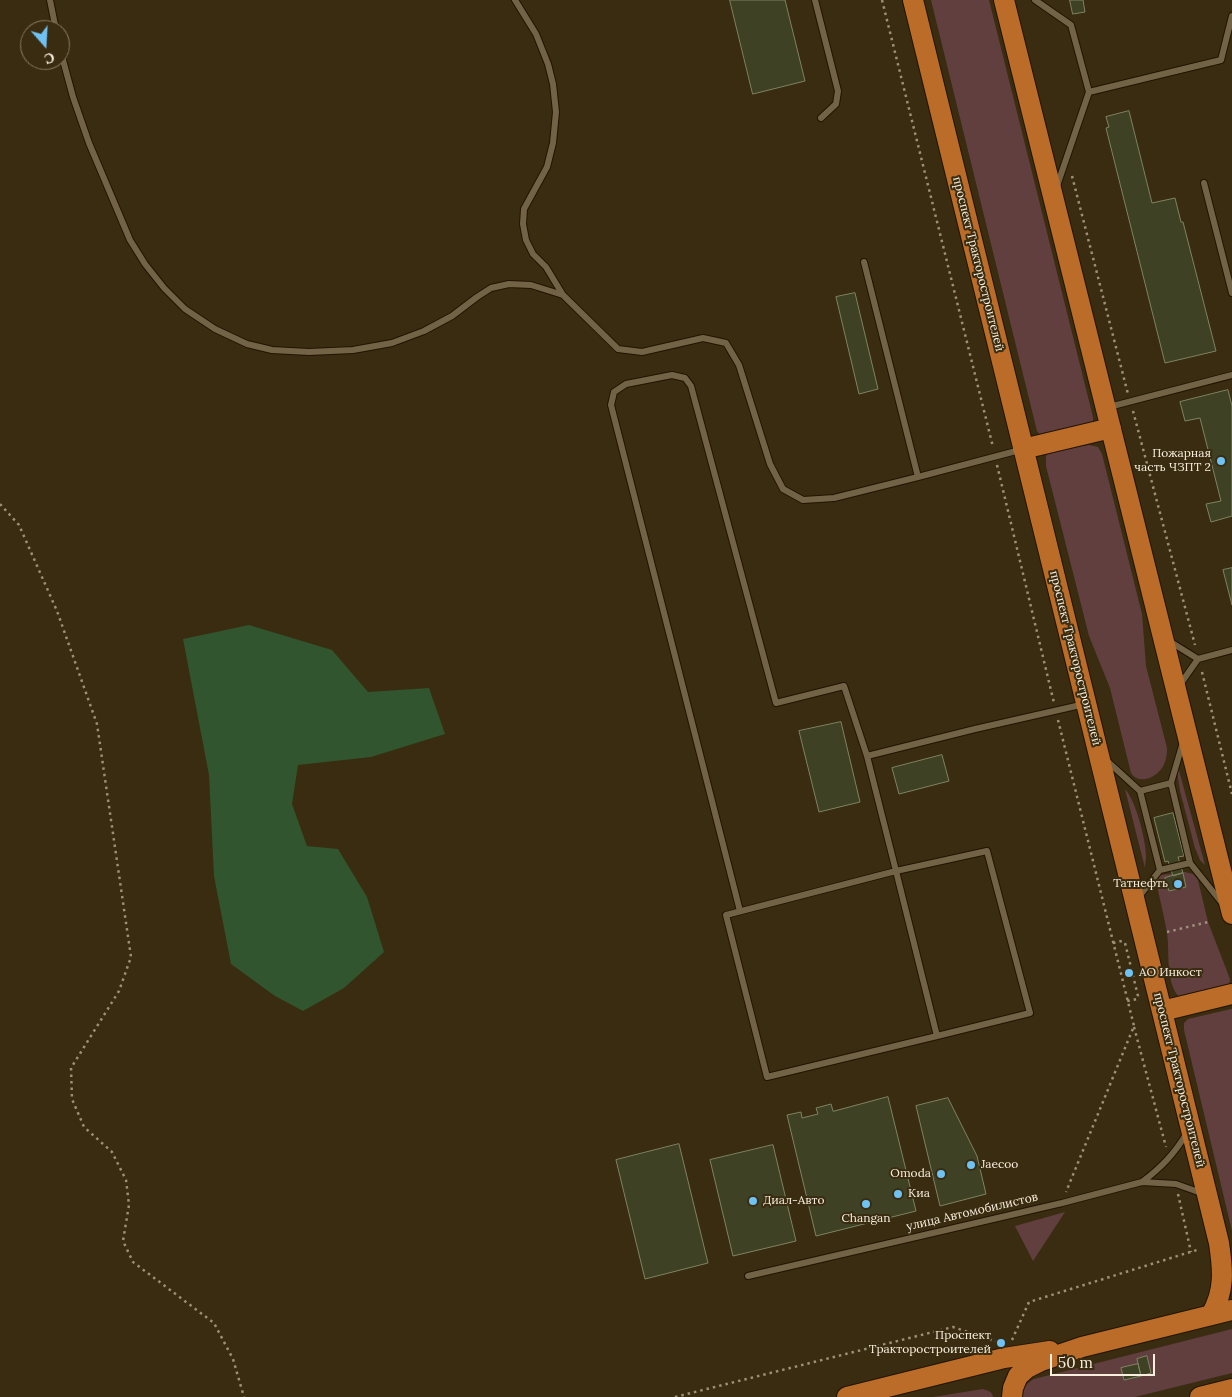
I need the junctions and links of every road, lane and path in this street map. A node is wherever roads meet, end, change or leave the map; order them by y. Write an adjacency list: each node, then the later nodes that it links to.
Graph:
1 (50, 0): 9 (lane)
2 (515, 0): 18 (lane)
3 (815, 0): 12 (lane)
4 (882, 0): 24 (path)
5 (913, 0): 25 (main road, проспект Тракторостроителей)
6 (1004, 0): 15 (main road)
7 (1035, 0): 11 (lane)
8 (1232, 16): 11 (lane)
9 (54, 20)
10 (66, 70): 18 (lane)
11 (1089, 92): 13 (lane)
12 (822, 118)
13 (1067, 157): 15 (lane); 20 (path)
14 (1204, 183): 17 (lane)
15 (1053, 197): 21 (main road)
16 (864, 262): 27 (lane)
17 (1232, 294)
18 (563, 295): 27 (lane)
19 (1232, 375): 21 (lane)
20 (1129, 396)
21 (1106, 408): 23 (main road)
22 (1132, 409): 30 (path)
23 (1110, 428): 25 (main road); 29 (main road)
24 (992, 443)
25 (1023, 449): 27 (lane); 36 (main road, проспект Тракторостроителей)
26 (998, 468): 35 (path)
27 (918, 478)
28 (0, 504): 73 (path)
29 (1163, 637): 32 (lane); 34 (main road)
30 (1194, 643)
31 (1232, 650): 32 (lane)
32 (1198, 658): 34 (lane)
33 (1202, 672): 43 (path)
34 (1176, 690): 38 (main road)
35 (1054, 702)
36 (1086, 704): 39 (main road, проспект Тракторостроителей); 40 (lane)
37 (1058, 719): 52 (path)
38 (1186, 730): 41 (lane); 49 (main road)
39 (1098, 752): 42 (lane); 47 (main road, проспект Тракторостроителей)
40 (867, 756): 46 (lane); 48 (lane)
41 (1172, 783): 42 (lane); 44 (lane)
42 (1140, 791): 45 (lane)
43 (1232, 794)
44 (1190, 863): 45 (lane); 49 (lane)
45 (1160, 870): 47 (lane)
46 (896, 871): 48 (lane); 57 (lane); 57 (lane)
47 (1135, 902): 55 (main road, проспект Тракторостроителей)
48 (740, 911): 57 (lane)
49 (1232, 915)
50 (1208, 922): 51 (path)
51 (1167, 932)
52 (1113, 943): 54 (path); 54 (path)
53 (1232, 994): 55 (main road)
54 (1128, 1001): 56 (path)
55 (1162, 1012): 58 (main road, проспект Тракторостроителей)
56 (1134, 1026): 59 (path); 63 (path)
57 (937, 1036)
58 (1190, 1128): 60 (lane, улица Автомобилистов); 61 (main road, проспект Тракторостроителей)
59 (1166, 1148)
60 (1142, 1182): 61 (lane, улица Автомобилистов); 63 (lane, улица Автомобилистов)
61 (1207, 1195): 68 (main road, проспект Тракторостроителей)
62 (1178, 1196): 65 (path)
63 (1062, 1202): 66 (lane, улица Автомобилистов)
64 (1200, 1248): 65 (path)
65 (1191, 1252): 69 (path)
66 (748, 1276)
67 (1232, 1310): 68 (main road)
68 (1211, 1315): 71 (main road)
69 (1007, 1341)
70 (1001, 1343): 74 (path)
71 (1082, 1348): 75 (main road); 76 (main road)
72 (1232, 1389): 77 (main road)
73 (244, 1397)
74 (675, 1397)
75 (846, 1397)
76 (1012, 1397)
77 (1200, 1397)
----
Please print all the data above word for word. Pictures should not appear in the copy.

I need the junctions and links of every road, lane and path in this street map. A node is wherever roads meet, end, change or leave the map; order them by y. Write an adjacency list: each node, then the later nodes that it links to.
Graph:
1 (50, 0): 9 (lane)
2 (515, 0): 18 (lane)
3 (815, 0): 12 (lane)
4 (882, 0): 24 (path)
5 (913, 0): 25 (main road, проспект Тракторостроителей)
6 (1004, 0): 15 (main road)
7 (1035, 0): 11 (lane)
8 (1232, 16): 11 (lane)
9 (54, 20)
10 (66, 70): 18 (lane)
11 (1089, 92): 13 (lane)
12 (822, 118)
13 (1067, 157): 15 (lane); 20 (path)
14 (1204, 183): 17 (lane)
15 (1053, 197): 21 (main road)
16 (864, 262): 27 (lane)
17 (1232, 294)
18 (563, 295): 27 (lane)
19 (1232, 375): 21 (lane)
20 (1129, 396)
21 (1106, 408): 23 (main road)
22 (1132, 409): 30 (path)
23 (1110, 428): 25 (main road); 29 (main road)
24 (992, 443)
25 (1023, 449): 27 (lane); 36 (main road, проспект Тракторостроителей)
26 (998, 468): 35 (path)
27 (918, 478)
28 (0, 504): 73 (path)
29 (1163, 637): 32 (lane); 34 (main road)
30 (1194, 643)
31 (1232, 650): 32 (lane)
32 (1198, 658): 34 (lane)
33 (1202, 672): 43 (path)
34 (1176, 690): 38 (main road)
35 (1054, 702)
36 (1086, 704): 39 (main road, проспект Тракторостроителей); 40 (lane)
37 (1058, 719): 52 (path)
38 (1186, 730): 41 (lane); 49 (main road)
39 (1098, 752): 42 (lane); 47 (main road, проспект Тракторостроителей)
40 (867, 756): 46 (lane); 48 (lane)
41 (1172, 783): 42 (lane); 44 (lane)
42 (1140, 791): 45 (lane)
43 (1232, 794)
44 (1190, 863): 45 (lane); 49 (lane)
45 (1160, 870): 47 (lane)
46 (896, 871): 48 (lane); 57 (lane); 57 (lane)
47 (1135, 902): 55 (main road, проспект Тракторостроителей)
48 (740, 911): 57 (lane)
49 (1232, 915)
50 (1208, 922): 51 (path)
51 (1167, 932)
52 (1113, 943): 54 (path); 54 (path)
53 (1232, 994): 55 (main road)
54 (1128, 1001): 56 (path)
55 (1162, 1012): 58 (main road, проспект Тракторостроителей)
56 (1134, 1026): 59 (path); 63 (path)
57 (937, 1036)
58 (1190, 1128): 60 (lane, улица Автомобилистов); 61 (main road, проспект Тракторостроителей)
59 (1166, 1148)
60 (1142, 1182): 61 (lane, улица Автомобилистов); 63 (lane, улица Автомобилистов)
61 (1207, 1195): 68 (main road, проспект Тракторостроителей)
62 (1178, 1196): 65 (path)
63 (1062, 1202): 66 (lane, улица Автомобилистов)
64 (1200, 1248): 65 (path)
65 (1191, 1252): 69 (path)
66 (748, 1276)
67 (1232, 1310): 68 (main road)
68 (1211, 1315): 71 (main road)
69 (1007, 1341)
70 (1001, 1343): 74 (path)
71 (1082, 1348): 75 (main road); 76 (main road)
72 (1232, 1389): 77 (main road)
73 (244, 1397)
74 (675, 1397)
75 (846, 1397)
76 (1012, 1397)
77 (1200, 1397)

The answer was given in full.